Entrepreneurial activity in Germany showed an upturn last year, according to a preliminary analysis from the KfW development bank’s founding monitor. The intensity of starting a business rose from 115 to 136 new businesses per 10,000 people aged 18 to 64. When adjusted for the population in this age bracket, this equates to approximately 690,000 founders, up from 585,000 in the previous year.
This positive trend was largely driven by side income ventures. The intensity of starting a business on a part-time basis increased from 75 to 95 per 10,000 people compared to the previous year. This represents roughly 483,000 side-income businesses in 2025, compared to 382,000 the year before. In contrast, the intensity for full-time ventures saw little change, remaining at 41 per 10,000 people, marking the third consecutive year of stability. This figure equates to around 206,000 full-time businesses starting in 2025. Due to these differing developments, the share of side-income businesses among all new ventures rose to an unprecedented 70 percent last year.
The primary motivation cited by people for starting a side-income venture is the desire to generate additional income. Dirk Schumacher, Chief Economist at the KfW, stated, “A potential reason for the sharp increase in side-income founding activity is the rising cost of living. Accessing the job market has become more difficult, and even small side jobs are no longer easy to find. Self-employment can therefore be an alternative for earning supplementary income”.
A majority of founders in Germany prefer to be self-employed out of conviction. Two-thirds of new entrepreneurs generally favor self-employment over traditional employment. While the proportion of side-income ventures is lower than full-time ventures, it still represents a clear majority-and even an increase from the previous year.

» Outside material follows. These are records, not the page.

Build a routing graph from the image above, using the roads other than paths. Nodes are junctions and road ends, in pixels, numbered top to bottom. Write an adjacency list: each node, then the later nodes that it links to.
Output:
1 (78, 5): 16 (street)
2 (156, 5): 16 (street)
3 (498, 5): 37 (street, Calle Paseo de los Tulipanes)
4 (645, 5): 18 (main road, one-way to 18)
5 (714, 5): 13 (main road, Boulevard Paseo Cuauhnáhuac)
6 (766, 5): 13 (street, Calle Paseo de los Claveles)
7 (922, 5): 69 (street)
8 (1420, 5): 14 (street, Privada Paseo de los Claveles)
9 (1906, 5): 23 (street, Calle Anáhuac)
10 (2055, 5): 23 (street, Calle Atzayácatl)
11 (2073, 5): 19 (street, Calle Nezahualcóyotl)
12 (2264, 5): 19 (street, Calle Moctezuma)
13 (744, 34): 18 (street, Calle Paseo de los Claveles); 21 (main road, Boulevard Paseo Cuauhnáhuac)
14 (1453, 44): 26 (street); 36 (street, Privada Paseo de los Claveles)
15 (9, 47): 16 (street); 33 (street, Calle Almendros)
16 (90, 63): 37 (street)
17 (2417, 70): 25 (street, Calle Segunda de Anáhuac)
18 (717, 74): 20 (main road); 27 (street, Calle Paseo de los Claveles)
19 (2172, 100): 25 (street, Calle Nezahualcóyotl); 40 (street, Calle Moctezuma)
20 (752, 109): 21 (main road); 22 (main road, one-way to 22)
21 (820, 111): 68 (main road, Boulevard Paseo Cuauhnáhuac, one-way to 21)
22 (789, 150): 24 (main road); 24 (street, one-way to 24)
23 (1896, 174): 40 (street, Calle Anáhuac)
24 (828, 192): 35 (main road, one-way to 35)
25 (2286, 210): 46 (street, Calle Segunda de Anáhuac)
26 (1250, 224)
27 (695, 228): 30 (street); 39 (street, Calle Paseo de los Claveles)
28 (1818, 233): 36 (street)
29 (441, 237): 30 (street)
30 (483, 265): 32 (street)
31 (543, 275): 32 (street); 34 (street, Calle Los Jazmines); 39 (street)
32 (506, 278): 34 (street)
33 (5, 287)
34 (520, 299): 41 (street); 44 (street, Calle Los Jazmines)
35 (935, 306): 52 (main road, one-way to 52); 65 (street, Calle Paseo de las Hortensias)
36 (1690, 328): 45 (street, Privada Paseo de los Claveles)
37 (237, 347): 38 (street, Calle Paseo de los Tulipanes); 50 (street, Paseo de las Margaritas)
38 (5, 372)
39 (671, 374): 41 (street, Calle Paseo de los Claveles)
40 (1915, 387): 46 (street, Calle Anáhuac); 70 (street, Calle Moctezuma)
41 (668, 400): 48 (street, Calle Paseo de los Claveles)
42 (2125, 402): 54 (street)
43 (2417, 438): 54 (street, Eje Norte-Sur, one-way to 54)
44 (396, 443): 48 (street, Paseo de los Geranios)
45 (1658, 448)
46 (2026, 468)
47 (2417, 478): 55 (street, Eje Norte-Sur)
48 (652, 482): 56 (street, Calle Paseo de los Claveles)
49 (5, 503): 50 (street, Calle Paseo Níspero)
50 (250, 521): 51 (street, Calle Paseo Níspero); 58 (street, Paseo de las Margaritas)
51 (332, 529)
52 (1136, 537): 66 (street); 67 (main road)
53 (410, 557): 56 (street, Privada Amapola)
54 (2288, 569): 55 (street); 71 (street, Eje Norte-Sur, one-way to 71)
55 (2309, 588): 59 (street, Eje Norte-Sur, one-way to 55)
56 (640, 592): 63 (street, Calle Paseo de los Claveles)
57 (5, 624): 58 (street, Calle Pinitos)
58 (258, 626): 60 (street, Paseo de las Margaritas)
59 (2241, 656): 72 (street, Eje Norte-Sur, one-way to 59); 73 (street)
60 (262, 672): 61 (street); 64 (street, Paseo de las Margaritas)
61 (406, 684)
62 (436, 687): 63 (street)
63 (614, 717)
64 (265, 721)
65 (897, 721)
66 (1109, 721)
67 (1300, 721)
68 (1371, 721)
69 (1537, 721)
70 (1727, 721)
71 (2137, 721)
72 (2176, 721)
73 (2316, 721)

Regarding the nature of the new businesses, 24 percent of the new ventures were established by employed individuals. Sole proprietorships involving only one person dominated with 86 percent, compared to team-founded companies. Furthermore, the majority of these businesses were brand new creations, meaning they were established legally and organizationally for the first time; only ten percent of the new ventures were formed through the acquisition of existing assets.